“I always wanted children but because I have endometriosis and an ovary that doesn’t work, doctors told me that the chances were that I wouldn’t be able to conceive. I tried over the years but never got pregnant. When I was 25 my doctor suggested that I should have a hysterectomy but I wasn’t ready to give up.
“When I hit 40 I was in a lot of pain so I decided it was time to have the surgery. I had to prepare myself emotionally for the fact that I wouldn’t ever give birth, which was hard. I also had to inject hormones ready for the surgery and had to take a 6-months course.
“I went to see the doctor after 4 months and he did a pregnancy test because my body had started to change. I thought it was because of the hormones, so I was shocked when I was told that I was pregnant.
“I went to my first scan and the doctors thought that I was atopic so I spent the day in the emergency unit. I was rushed into hospital at 10 weeks because I was bleeding again.
"They seemed to think that I might not be able to look after my baby by myself."
“I couldn’t get my head around the fact that I was pregnant. My family weren’t there for me either so I was struggling.
“Because I’m in a wheelchair and wanted extra support, I decided to contact agencies to get help ready for when my baby was born but that caused more problems. They seemed to think that I might not be able to look after my baby by myself.
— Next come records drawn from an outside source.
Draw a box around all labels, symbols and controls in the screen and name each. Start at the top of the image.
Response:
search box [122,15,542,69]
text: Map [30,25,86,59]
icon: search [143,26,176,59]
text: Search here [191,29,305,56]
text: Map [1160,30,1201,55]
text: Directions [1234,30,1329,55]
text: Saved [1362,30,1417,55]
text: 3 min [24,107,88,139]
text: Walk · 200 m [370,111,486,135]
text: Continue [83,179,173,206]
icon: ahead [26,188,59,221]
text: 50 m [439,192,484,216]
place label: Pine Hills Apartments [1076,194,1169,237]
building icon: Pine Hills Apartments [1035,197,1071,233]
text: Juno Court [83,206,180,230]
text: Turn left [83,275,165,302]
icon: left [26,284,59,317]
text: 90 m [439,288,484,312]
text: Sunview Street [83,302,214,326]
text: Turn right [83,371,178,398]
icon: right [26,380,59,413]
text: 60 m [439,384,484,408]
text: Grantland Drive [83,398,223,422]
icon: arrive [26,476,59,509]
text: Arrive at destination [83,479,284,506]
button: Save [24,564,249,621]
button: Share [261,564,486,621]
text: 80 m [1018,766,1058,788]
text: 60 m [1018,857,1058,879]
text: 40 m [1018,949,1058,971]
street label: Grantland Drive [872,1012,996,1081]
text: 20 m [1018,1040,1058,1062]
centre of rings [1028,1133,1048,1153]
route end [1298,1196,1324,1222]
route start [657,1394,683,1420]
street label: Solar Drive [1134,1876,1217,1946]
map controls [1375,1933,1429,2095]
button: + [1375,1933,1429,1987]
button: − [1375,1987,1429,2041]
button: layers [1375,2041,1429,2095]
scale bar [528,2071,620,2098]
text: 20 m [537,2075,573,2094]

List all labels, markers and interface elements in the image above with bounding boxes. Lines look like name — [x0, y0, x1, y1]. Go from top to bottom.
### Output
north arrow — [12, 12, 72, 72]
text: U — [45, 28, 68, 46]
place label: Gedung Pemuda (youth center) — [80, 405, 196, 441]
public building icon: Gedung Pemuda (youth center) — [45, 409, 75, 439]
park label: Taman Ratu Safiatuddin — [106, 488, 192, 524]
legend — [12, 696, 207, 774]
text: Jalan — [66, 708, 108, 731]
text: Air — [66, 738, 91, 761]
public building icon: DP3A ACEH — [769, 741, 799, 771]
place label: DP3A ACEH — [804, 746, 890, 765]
I was so angry that I felt like crying.
“No one was there for me and I was struggling to get through it. Adult Social Services were in place but they couldn’t assess me as a mum, all they could look at was what they could put in place if my health got worse.
“The whole experience of becoming a mum isn’t aimed at people in a wheelchair. Nothing fitted my needs, which was frustrating; I wasn’t the first person in a wheelchair to have a baby. I had to research what could be adapted for my needs and a charity called Remap helped me make changes to things, like putting barn doors on a cot so that I can manoeuvre my wheelchair in between them so that I could pick my baby up myself.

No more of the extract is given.